* _Extracted data_

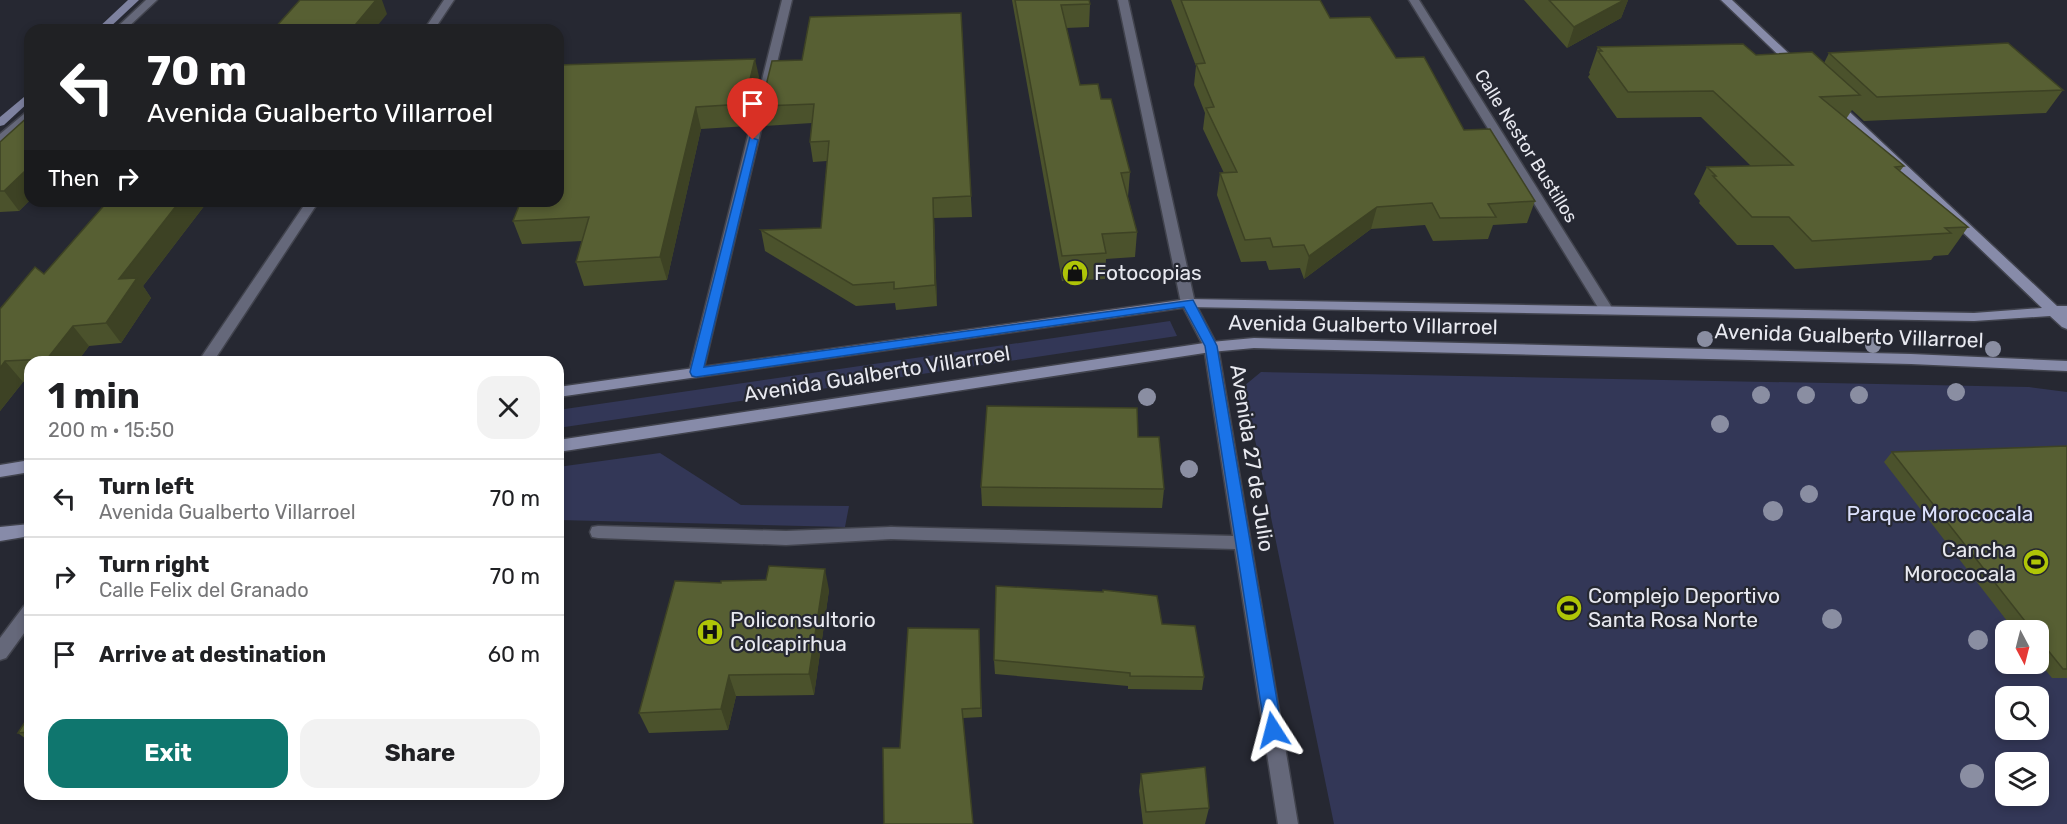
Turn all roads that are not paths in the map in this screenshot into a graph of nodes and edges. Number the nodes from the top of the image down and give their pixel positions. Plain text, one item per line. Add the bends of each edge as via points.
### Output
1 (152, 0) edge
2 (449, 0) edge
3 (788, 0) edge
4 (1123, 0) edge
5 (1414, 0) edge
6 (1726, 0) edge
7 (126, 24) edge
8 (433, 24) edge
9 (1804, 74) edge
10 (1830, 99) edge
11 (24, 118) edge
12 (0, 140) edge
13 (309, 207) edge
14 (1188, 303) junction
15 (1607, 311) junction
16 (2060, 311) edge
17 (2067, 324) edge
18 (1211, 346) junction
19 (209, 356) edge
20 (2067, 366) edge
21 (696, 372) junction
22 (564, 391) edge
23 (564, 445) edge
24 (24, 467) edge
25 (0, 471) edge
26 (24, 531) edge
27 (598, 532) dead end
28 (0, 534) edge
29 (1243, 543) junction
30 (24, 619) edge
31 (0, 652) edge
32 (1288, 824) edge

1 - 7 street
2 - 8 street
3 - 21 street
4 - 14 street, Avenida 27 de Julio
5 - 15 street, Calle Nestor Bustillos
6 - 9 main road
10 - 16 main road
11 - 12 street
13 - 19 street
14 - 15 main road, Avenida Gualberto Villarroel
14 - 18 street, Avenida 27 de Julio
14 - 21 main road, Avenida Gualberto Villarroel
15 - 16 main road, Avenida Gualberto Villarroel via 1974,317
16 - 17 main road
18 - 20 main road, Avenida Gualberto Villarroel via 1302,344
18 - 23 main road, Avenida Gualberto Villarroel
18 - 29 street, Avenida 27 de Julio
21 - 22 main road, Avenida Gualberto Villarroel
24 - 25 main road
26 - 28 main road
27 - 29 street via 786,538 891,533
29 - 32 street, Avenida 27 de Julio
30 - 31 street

* _Exercise objective_
Would you give the entries above again verbatim, omitting the images they contain?

* _Response to this exercise_
Turn all roads that are not paths in the map in this screenshot into a graph of nodes and edges. Number the nodes from the top of the image down and give their pixel positions. Plain text, one item per line. Add the bends of each edge as via points.
### Output
1 (152, 0) edge
2 (449, 0) edge
3 (788, 0) edge
4 (1123, 0) edge
5 (1414, 0) edge
6 (1726, 0) edge
7 (126, 24) edge
8 (433, 24) edge
9 (1804, 74) edge
10 (1830, 99) edge
11 (24, 118) edge
12 (0, 140) edge
13 (309, 207) edge
14 (1188, 303) junction
15 (1607, 311) junction
16 (2060, 311) edge
17 (2067, 324) edge
18 (1211, 346) junction
19 (209, 356) edge
20 (2067, 366) edge
21 (696, 372) junction
22 (564, 391) edge
23 (564, 445) edge
24 (24, 467) edge
25 (0, 471) edge
26 (24, 531) edge
27 (598, 532) dead end
28 (0, 534) edge
29 (1243, 543) junction
30 (24, 619) edge
31 (0, 652) edge
32 (1288, 824) edge

1 - 7 street
2 - 8 street
3 - 21 street
4 - 14 street, Avenida 27 de Julio
5 - 15 street, Calle Nestor Bustillos
6 - 9 main road
10 - 16 main road
11 - 12 street
13 - 19 street
14 - 15 main road, Avenida Gualberto Villarroel
14 - 18 street, Avenida 27 de Julio
14 - 21 main road, Avenida Gualberto Villarroel
15 - 16 main road, Avenida Gualberto Villarroel via 1974,317
16 - 17 main road
18 - 20 main road, Avenida Gualberto Villarroel via 1302,344
18 - 23 main road, Avenida Gualberto Villarroel
18 - 29 street, Avenida 27 de Julio
21 - 22 main road, Avenida Gualberto Villarroel
24 - 25 main road
26 - 28 main road
27 - 29 street via 786,538 891,533
29 - 32 street, Avenida 27 de Julio
30 - 31 street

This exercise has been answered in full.